Women with PCOS tend to have an unbalanced ratio of Omega 6s to Omega 3s, and a higher level of Omega 6s is correlated with increased androgen levels. A cross-sectional study revealed that supplementation of Omega 3s balanced the ratio while also reducing androgens in women with PCOS (Phelan et al, 2011). Omega 3s are also conducive to reducing inflammation in women with PCOS (Liepa et al, 2008). Women with PCOS also have higher rates of non-alcoholic fatty liver disease. Omega 3s have been found effective in improving the condition and reducing cardiovascular risk factors such as triclycerides and blood pressure (Cussons et al, 2009; Sathyapalan & Atkin, 2011).

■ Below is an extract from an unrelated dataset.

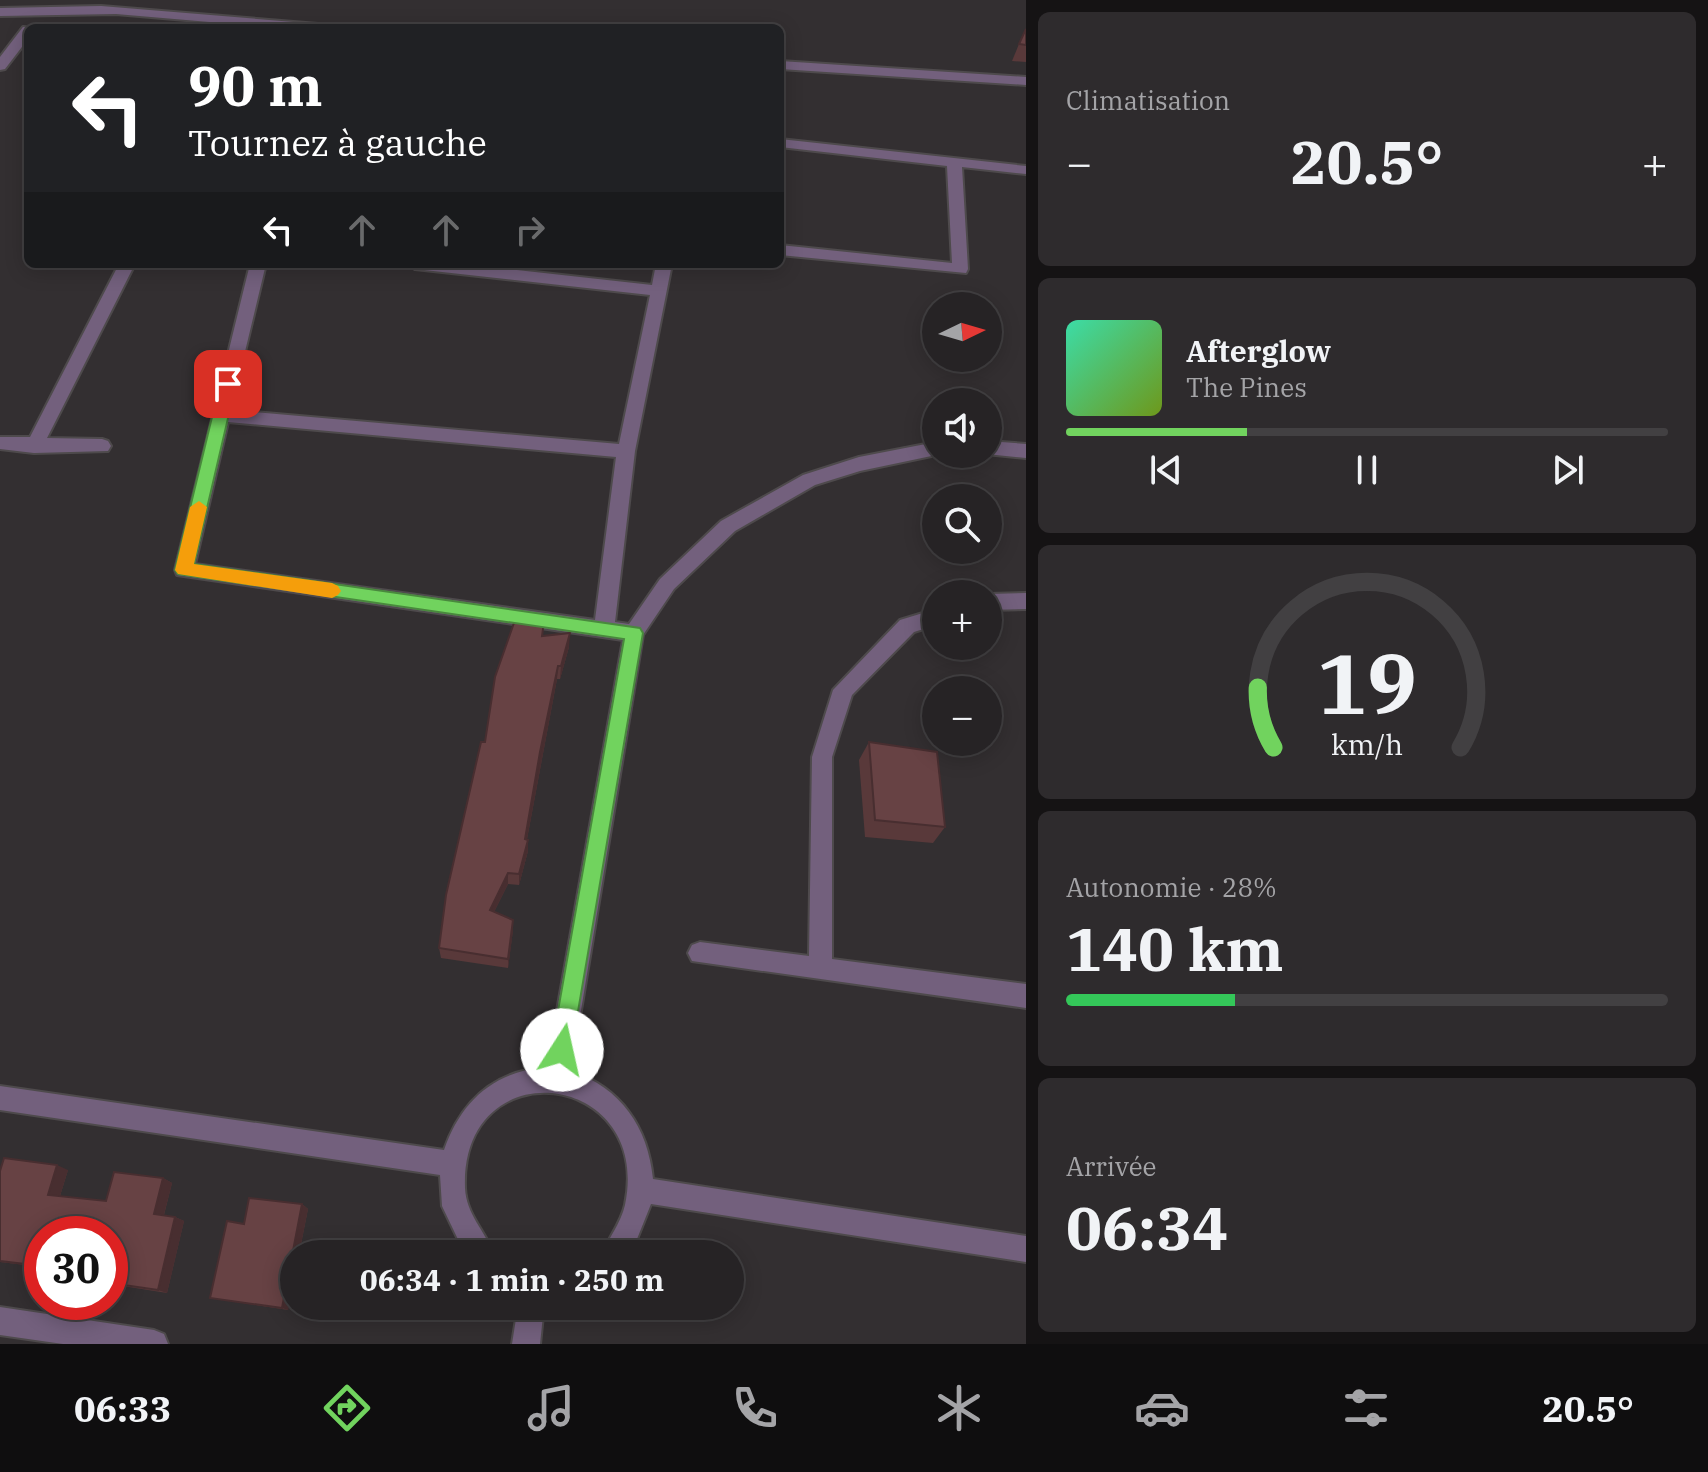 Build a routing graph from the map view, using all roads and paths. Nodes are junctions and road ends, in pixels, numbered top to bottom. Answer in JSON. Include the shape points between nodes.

There are three types of Omega 3s – ALA, DHA, and EPA. ALA primarily comes from plant sources, whereas DHA and EPA are found in fish. DHA is the powerhorse that is integral to brain function, and it is recommended that pregnant women take up to 1100 mg of DHA + 800 mg of EPA daily while pregnant. The aforementioned PCOS trials used 4000 mg of Omega 3s in the form of fish oil capsules with a ratio of 1.5:1 of EPA to DHA.
Supplementation with fish oil is a great way to consume Omega 3s, and it appears to be fairly common throughout the world of fertility and infertility. I’ve been warned by a number of practitioners to be careful about the choice of fish oil; However, third party testing resulted in negligible levels of mercury in major brands of supplements.
Vitamin B Complex: The B Vitamin family is integral to cell metabolism, and the B vitamins (B1, B2, B3, B5, B6, B7, B9, and B12) are related to cellular health, metabolism, immune system, nervous system, skin, hair and muscles, mood, and, last but not least, fetal development. Most women are fully aware of the benefits of folic acid (B9) for fetal development, especially in regards to the prevention of neural tube defects. B vitamins are also helpful for women with PCOS. In particular, B6, B9, and B12 are helpful in addressing the unique issues surrounding PCOS due to their relationship with homocysteine (HC).
HC is an amino acid found in the blood and is typically ingested through the consumption of meat. Increased HC is linked to low levels of B6, B9, and B12. In addition, high levels of HC are negatively related to cardiovascular health as well as being linked to inflammation and oxidative stress. Low levels of B vitamins and high levels of homocysteine appears to be a problem with egg quality in women undergoing IVF, male factor infertility, endometriosis, and PCOS (Forges et al, 2007). Additionally, insulin resistance, increased androgens, and increased levels of HC are correlated with one another (Yarali et al, 2001).
As a result, it should be no surprise that women with PCOS commonly have elevated levels of homocysteine and low levels of B vitamins (Forges et al, 2007; Yilmaz et al, 2005; Yarali et al, 2001). This has been found to negatively affect women with PCOS undergoing IVF by impacting egg quality, embryo quality and fertilization rates (Berker et al, 2009). Treatment with B vitamins improves insulin sensitivity and decreases the levels of HC (Bargiota & Diamanti-Kandarakis, 2012). With that said, it should be noted that metformin is known to be related to increased levels of HC and decreased B vitamins, possibly due to the fact that metformin creates a deficiency in folates and B12 (Vrbikova et al., 2002; Kilicdag et al., 2005). God bless the Met. However, this can be counteracted by supplementing with B vitamins. The referenced studies used 500 mg of B1, 500 mg B6, and 2000 mcg B12 (Kilicdag et al., 2005), which are much higher than the levels found in prenatal vitamins.